• _Directions_
Where an entry contains an image, leave the image out; restate everything else exactly.

• _Recorded information_
◆ ◆ ◆
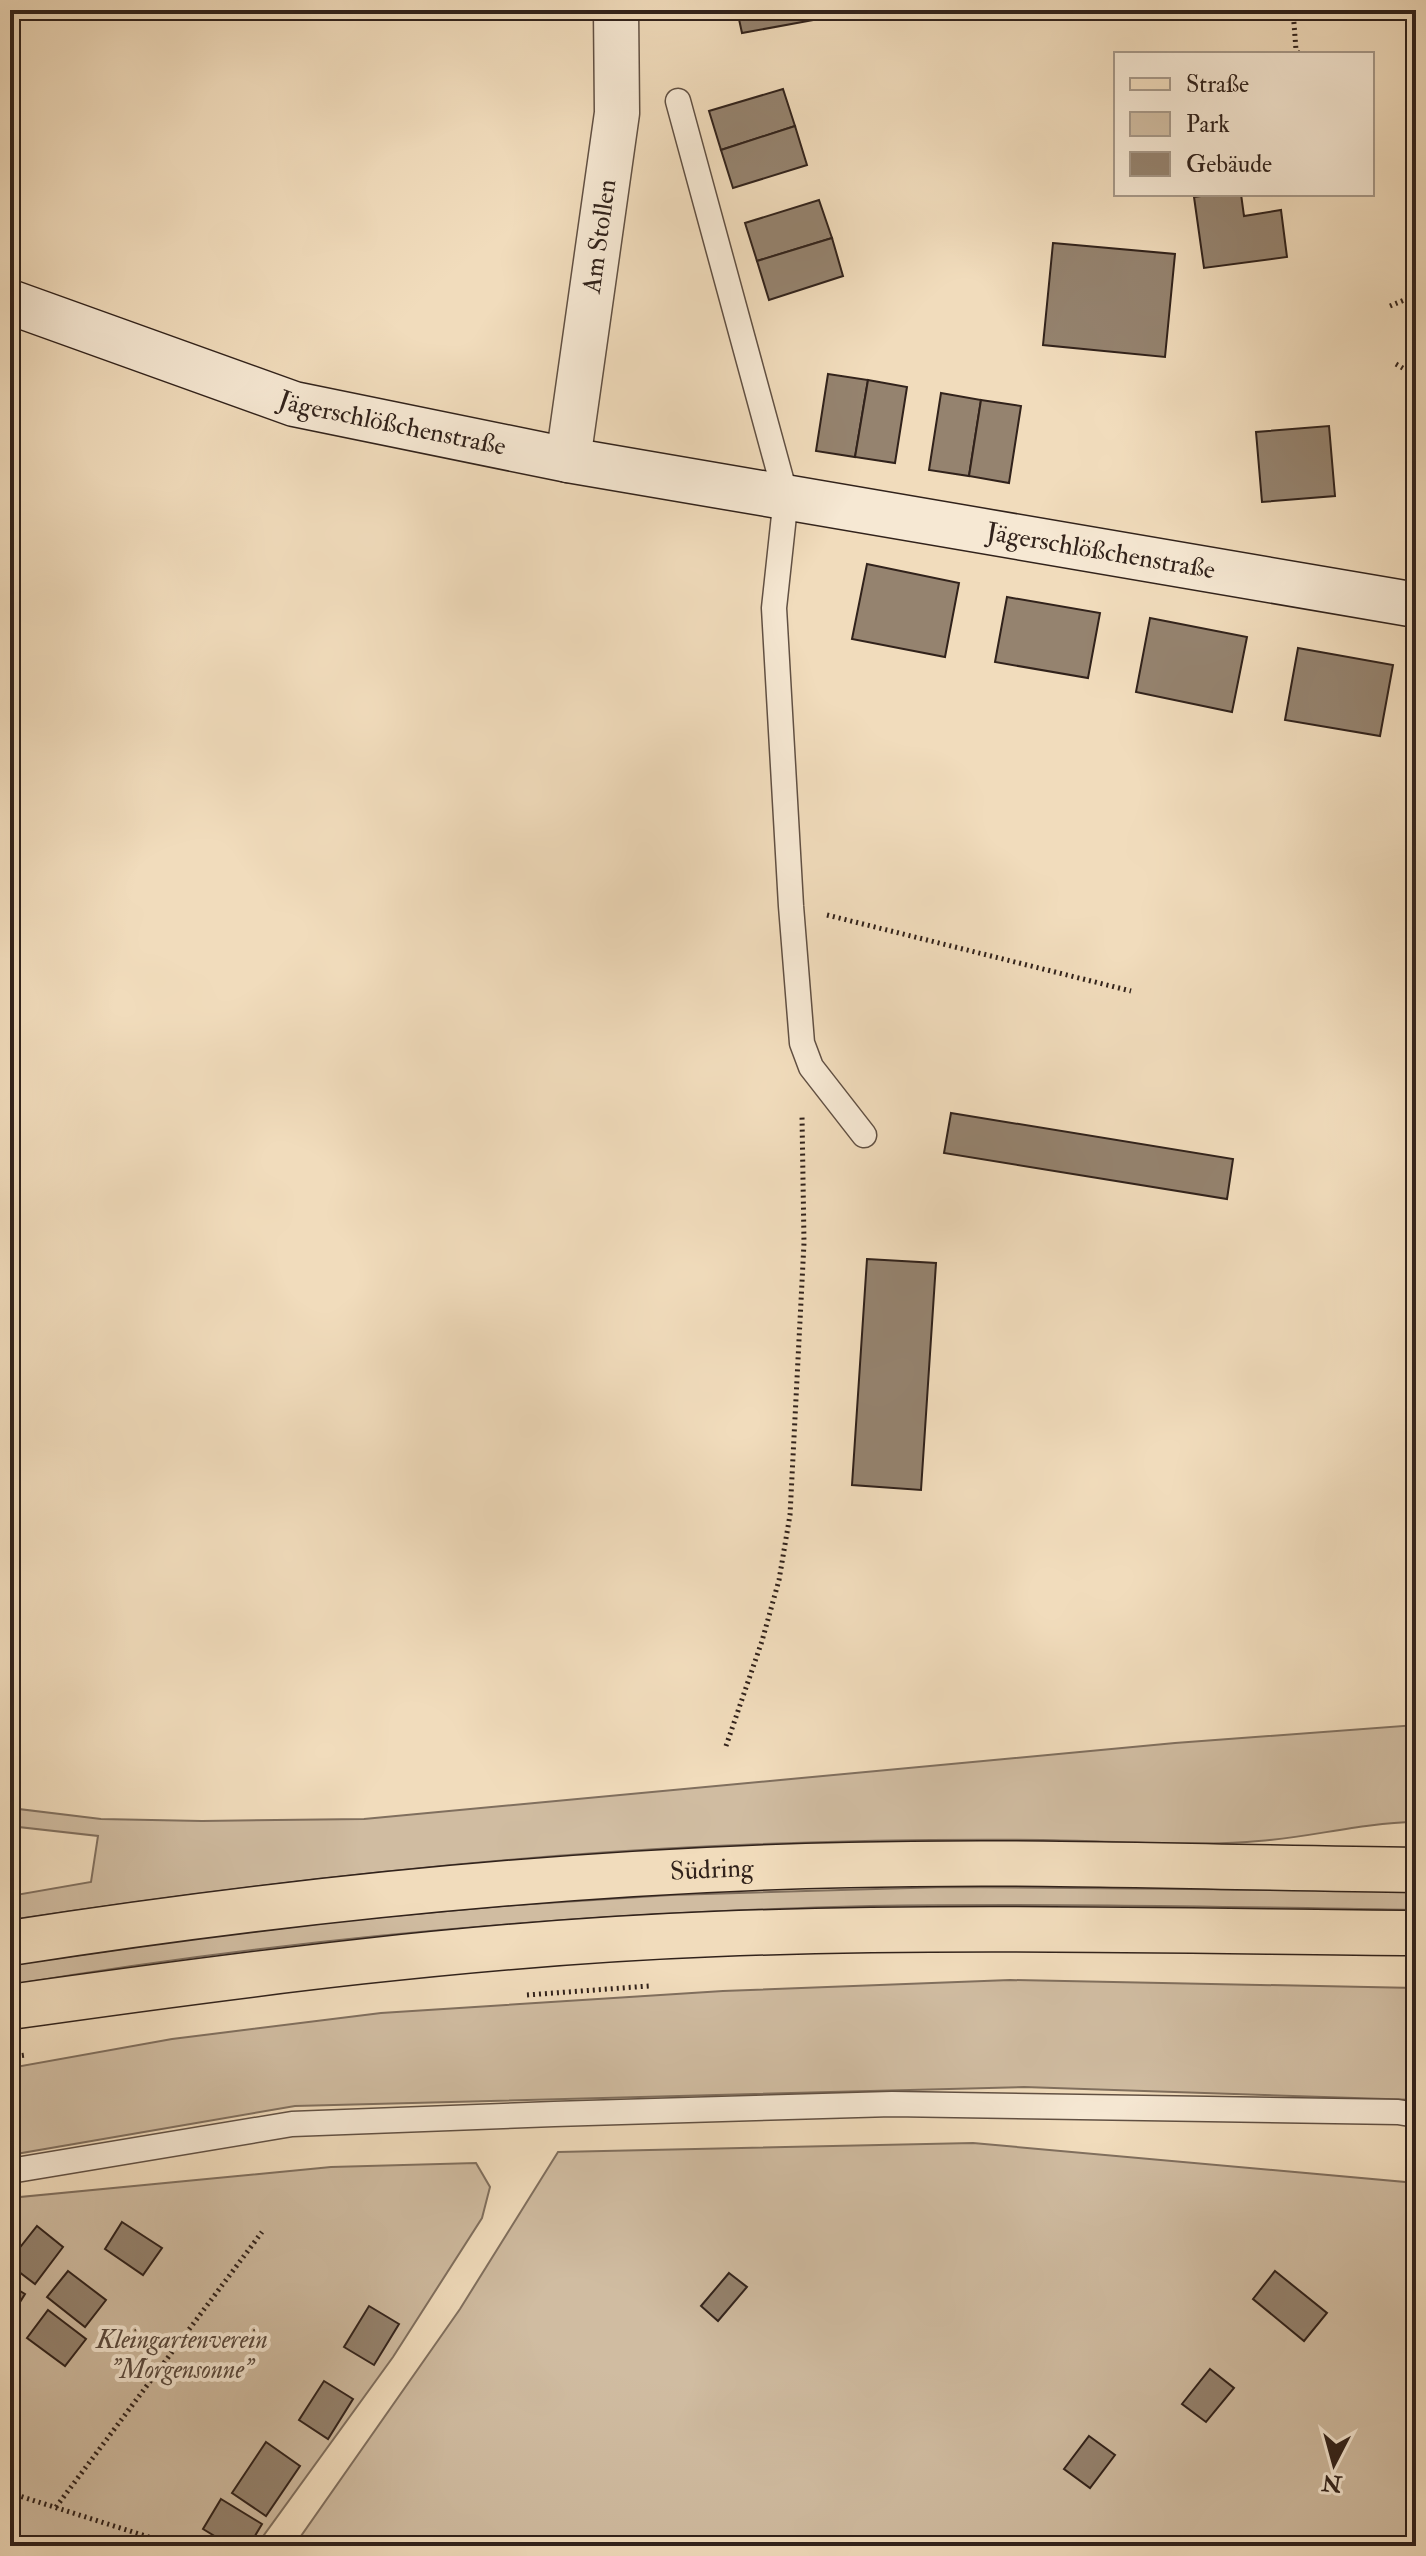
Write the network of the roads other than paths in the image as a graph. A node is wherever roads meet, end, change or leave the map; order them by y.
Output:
1 (616, 10) edge
2 (678, 101) dead end
3 (10, 302) edge
4 (568, 460) junction
5 (786, 497) junction
6 (1416, 605) edge
7 (864, 1135) dead end
8 (1416, 1870) edge
9 (1416, 1933) edge
10 (10, 1943) edge
11 (10, 2007) edge
12 (1416, 2115) edge
13 (10, 2171) edge

1 - 4 street, Am Stollen
2 - 5 lane
3 - 4 street, Jägerschlößchenstraße
4 - 5 street, Jägerschlößchenstraße
5 - 6 street, Jägerschlößchenstraße
5 - 7 lane
8 - 10 main road, Südring
9 - 11 main road
12 - 13 lane

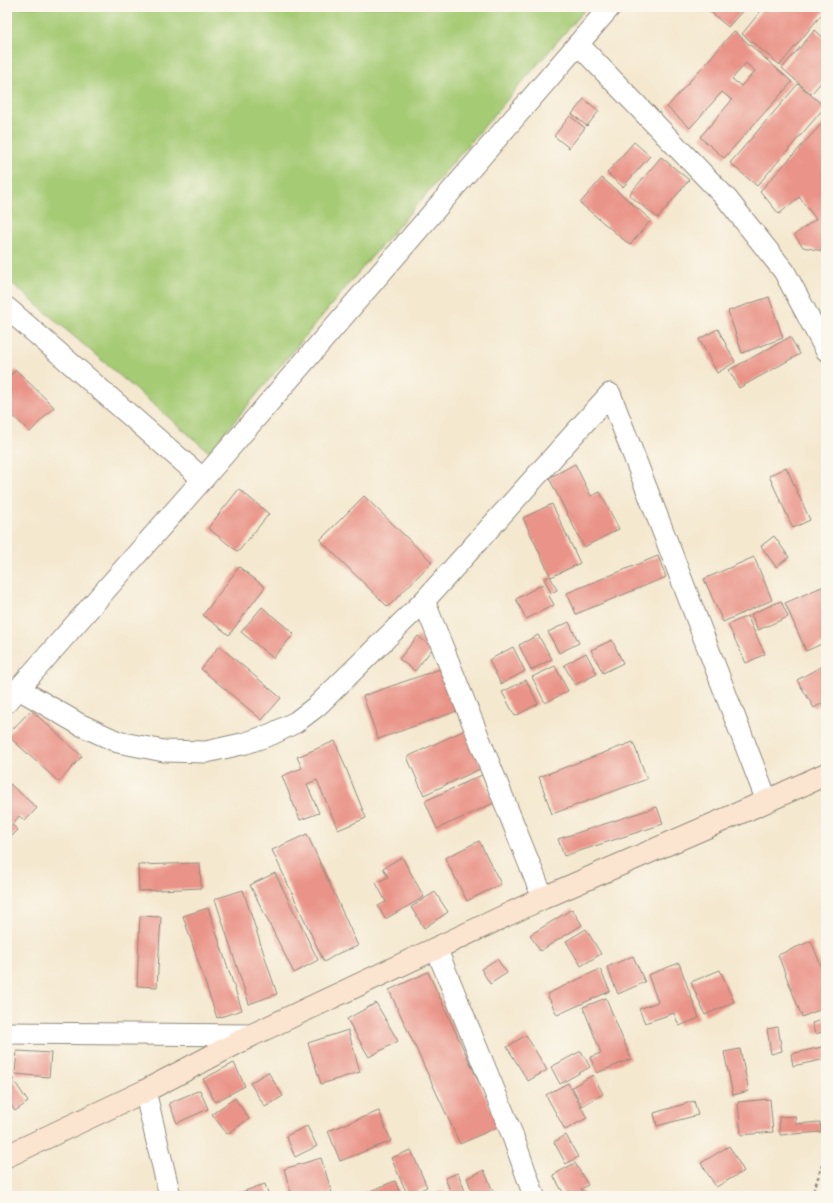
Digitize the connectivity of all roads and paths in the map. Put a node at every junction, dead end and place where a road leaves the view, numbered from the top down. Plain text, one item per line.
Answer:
1 (610, 7) edge
2 (578, 44) junction
3 (7, 308) edge
4 (826, 350) edge
5 (203, 479) junction
6 (424, 601) junction
7 (13, 695) edge
8 (826, 774) edge
9 (768, 801) junction
10 (543, 898) junction
11 (436, 948) junction
12 (7, 1033) edge
13 (252, 1035) junction
14 (145, 1091) junction
15 (826, 1153) edge
16 (7, 1156) edge
17 (170, 1196) edge
18 (534, 1196) edge
19 (812, 1196) edge

1 - 2 street
2 - 4 street
2 - 5 street
3 - 5 street
5 - 7 street
6 - 7 street
6 - 9 street
6 - 10 street
8 - 9 street
9 - 10 street
10 - 11 street
11 - 13 street
11 - 18 street
12 - 13 street
13 - 14 street
14 - 16 street
14 - 17 street
15 - 19 path

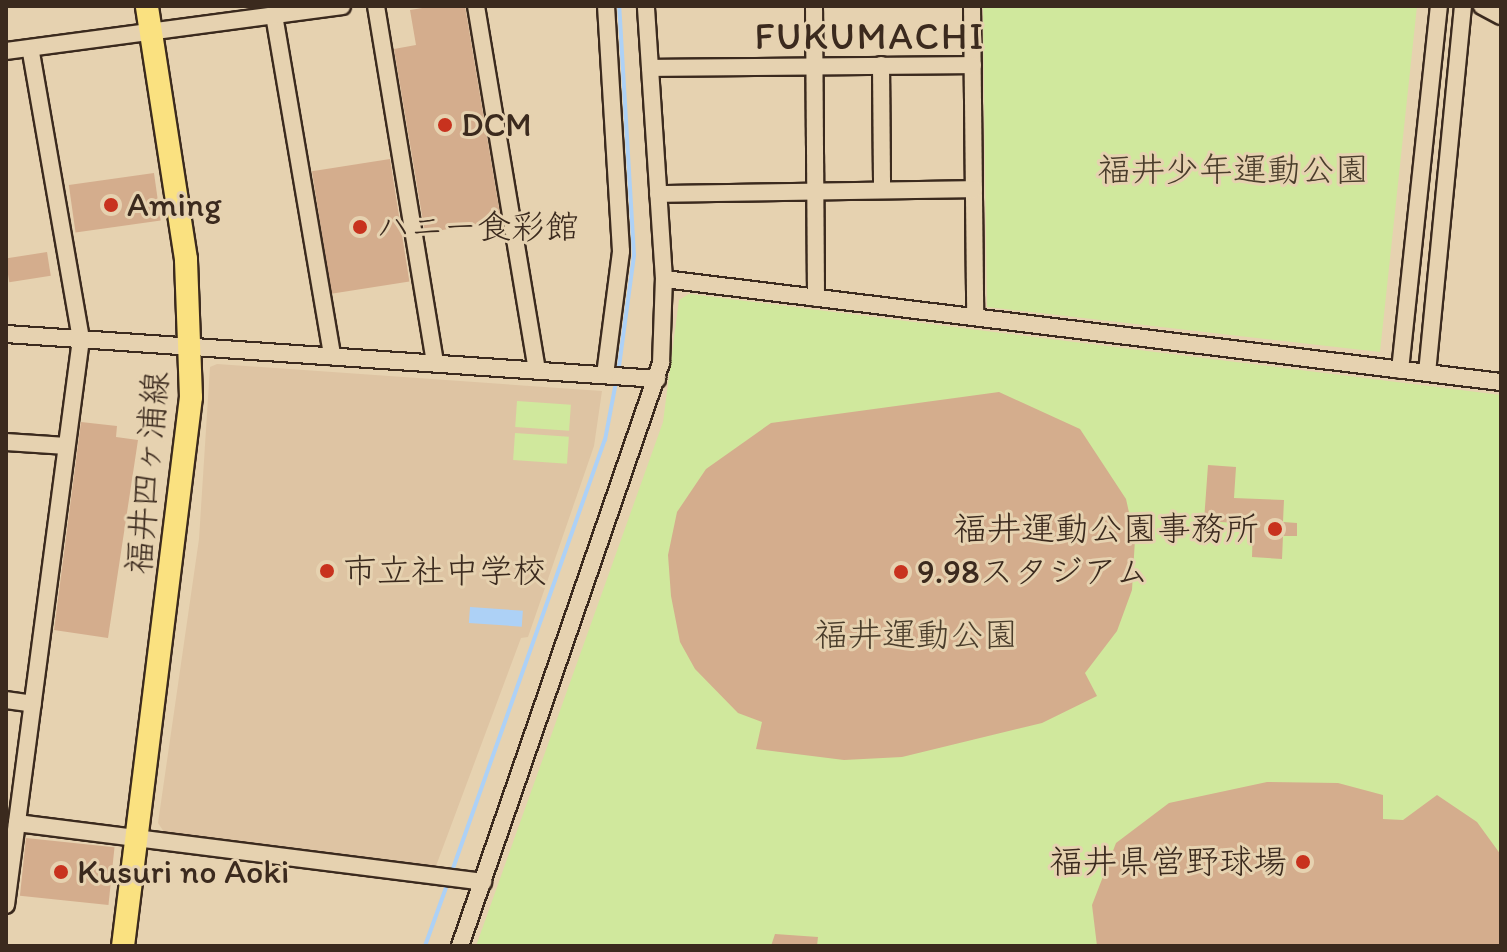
◆ ◆ ◆
• _Exercise output_
Write the network of the roads other than paths in the image as a graph. A node is wherever roads meet, end, change or leave the map; order them by y.
Output:
1 (616, 10) edge
2 (678, 101) dead end
3 (10, 302) edge
4 (568, 460) junction
5 (786, 497) junction
6 (1416, 605) edge
7 (864, 1135) dead end
8 (1416, 1870) edge
9 (1416, 1933) edge
10 (10, 1943) edge
11 (10, 2007) edge
12 (1416, 2115) edge
13 (10, 2171) edge

1 - 4 street, Am Stollen
2 - 5 lane
3 - 4 street, Jägerschlößchenstraße
4 - 5 street, Jägerschlößchenstraße
5 - 6 street, Jägerschlößchenstraße
5 - 7 lane
8 - 10 main road, Südring
9 - 11 main road
12 - 13 lane

Digitize the connectivity of all roads and paths in the map. Put a node at every junction, dead end and place where a road leaves the view, numbered from the top down. Plain text, one item per line.
Answer:
1 (610, 7) edge
2 (578, 44) junction
3 (7, 308) edge
4 (826, 350) edge
5 (203, 479) junction
6 (424, 601) junction
7 (13, 695) edge
8 (826, 774) edge
9 (768, 801) junction
10 (543, 898) junction
11 (436, 948) junction
12 (7, 1033) edge
13 (252, 1035) junction
14 (145, 1091) junction
15 (826, 1153) edge
16 (7, 1156) edge
17 (170, 1196) edge
18 (534, 1196) edge
19 (812, 1196) edge

1 - 2 street
2 - 4 street
2 - 5 street
3 - 5 street
5 - 7 street
6 - 7 street
6 - 9 street
6 - 10 street
8 - 9 street
9 - 10 street
10 - 11 street
11 - 13 street
11 - 18 street
12 - 13 street
13 - 14 street
14 - 16 street
14 - 17 street
15 - 19 path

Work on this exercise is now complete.